Which lines of the entries contain the string "Kurtuluş"? Copy each of them.

# [RECORDS PROVIDED]
+++
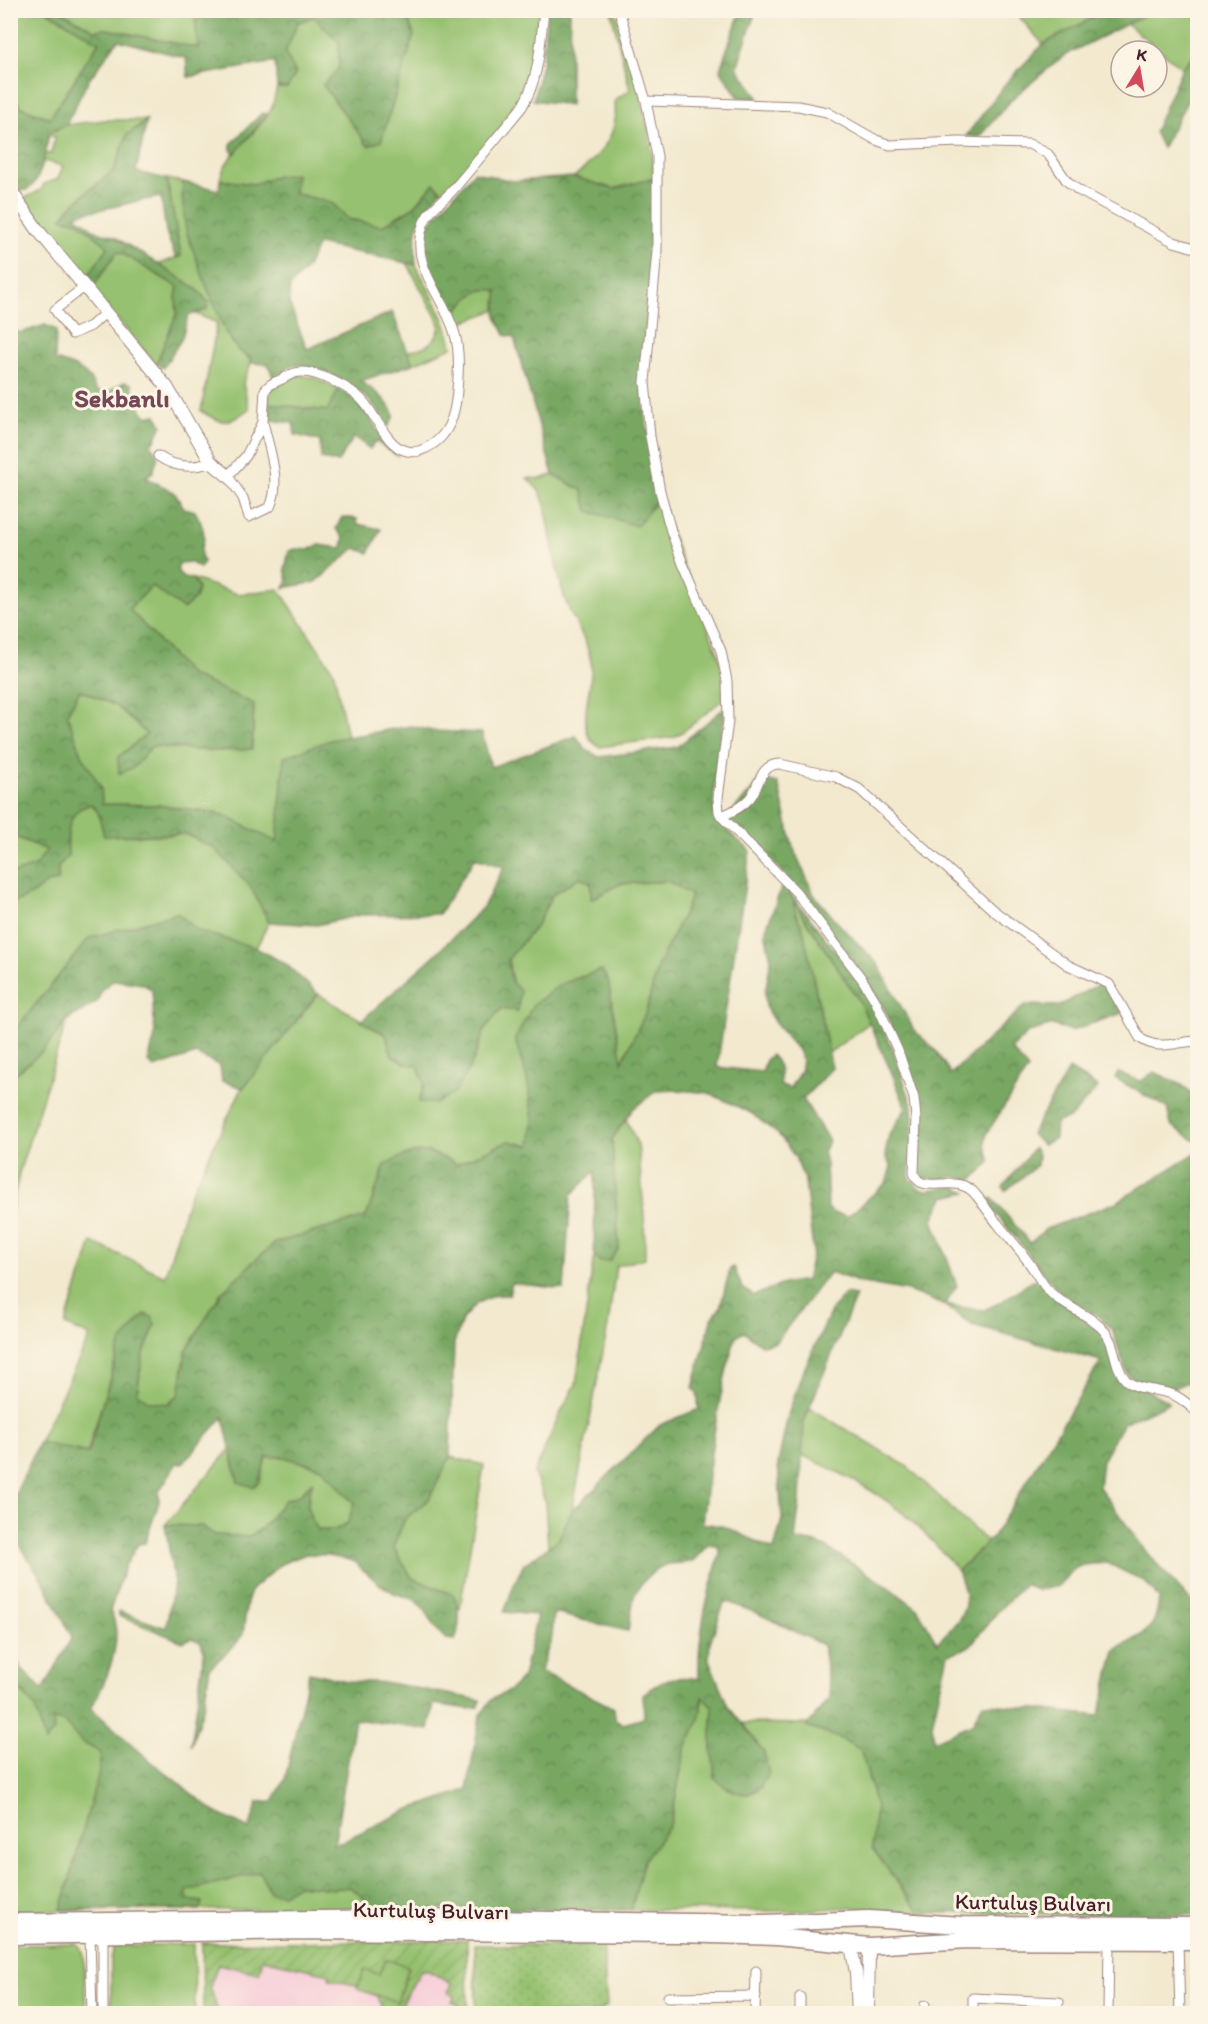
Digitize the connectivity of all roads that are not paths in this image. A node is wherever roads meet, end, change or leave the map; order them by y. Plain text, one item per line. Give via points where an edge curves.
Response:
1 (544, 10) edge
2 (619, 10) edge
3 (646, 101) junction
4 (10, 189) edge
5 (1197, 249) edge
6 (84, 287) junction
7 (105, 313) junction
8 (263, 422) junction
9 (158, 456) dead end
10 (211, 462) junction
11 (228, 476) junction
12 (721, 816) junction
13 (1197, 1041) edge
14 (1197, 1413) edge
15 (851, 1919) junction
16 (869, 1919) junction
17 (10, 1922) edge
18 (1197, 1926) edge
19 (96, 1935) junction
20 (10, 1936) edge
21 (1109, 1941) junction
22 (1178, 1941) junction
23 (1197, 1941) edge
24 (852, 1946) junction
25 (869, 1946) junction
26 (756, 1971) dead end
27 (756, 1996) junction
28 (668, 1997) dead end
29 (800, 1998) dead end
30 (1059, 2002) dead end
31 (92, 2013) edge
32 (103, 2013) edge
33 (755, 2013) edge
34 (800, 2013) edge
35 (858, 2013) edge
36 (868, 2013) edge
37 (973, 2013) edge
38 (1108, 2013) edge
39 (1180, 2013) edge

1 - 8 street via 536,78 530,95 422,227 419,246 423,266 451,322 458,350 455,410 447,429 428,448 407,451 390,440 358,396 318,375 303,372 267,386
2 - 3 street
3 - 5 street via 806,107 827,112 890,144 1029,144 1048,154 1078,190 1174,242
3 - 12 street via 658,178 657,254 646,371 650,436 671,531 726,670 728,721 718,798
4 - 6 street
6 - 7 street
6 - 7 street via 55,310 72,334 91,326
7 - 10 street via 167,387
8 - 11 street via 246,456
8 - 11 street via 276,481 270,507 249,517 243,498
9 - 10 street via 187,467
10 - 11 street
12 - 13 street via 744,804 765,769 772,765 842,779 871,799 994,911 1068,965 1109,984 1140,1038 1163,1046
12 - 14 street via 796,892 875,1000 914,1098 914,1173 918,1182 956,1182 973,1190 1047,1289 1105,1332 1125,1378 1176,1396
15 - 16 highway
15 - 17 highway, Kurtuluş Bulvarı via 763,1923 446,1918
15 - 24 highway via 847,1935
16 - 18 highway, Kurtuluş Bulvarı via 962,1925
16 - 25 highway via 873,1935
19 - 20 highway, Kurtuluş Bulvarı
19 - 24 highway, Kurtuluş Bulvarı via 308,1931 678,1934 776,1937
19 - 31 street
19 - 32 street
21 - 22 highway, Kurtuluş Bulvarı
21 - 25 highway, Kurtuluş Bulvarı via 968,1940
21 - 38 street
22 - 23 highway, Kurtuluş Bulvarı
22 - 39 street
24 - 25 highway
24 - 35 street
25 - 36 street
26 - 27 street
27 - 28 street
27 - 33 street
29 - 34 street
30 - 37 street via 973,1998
+++
# [ANSWER TO THIS EXERCISE]
15 - 17 highway, Kurtuluş Bulvarı via 763,1923 446,1918
16 - 18 highway, Kurtuluş Bulvarı via 962,1925
19 - 20 highway, Kurtuluş Bulvarı
19 - 24 highway, Kurtuluş Bulvarı via 308,1931 678,1934 776,1937
21 - 22 highway, Kurtuluş Bulvarı
21 - 25 highway, Kurtuluş Bulvarı via 968,1940
22 - 23 highway, Kurtuluş Bulvarı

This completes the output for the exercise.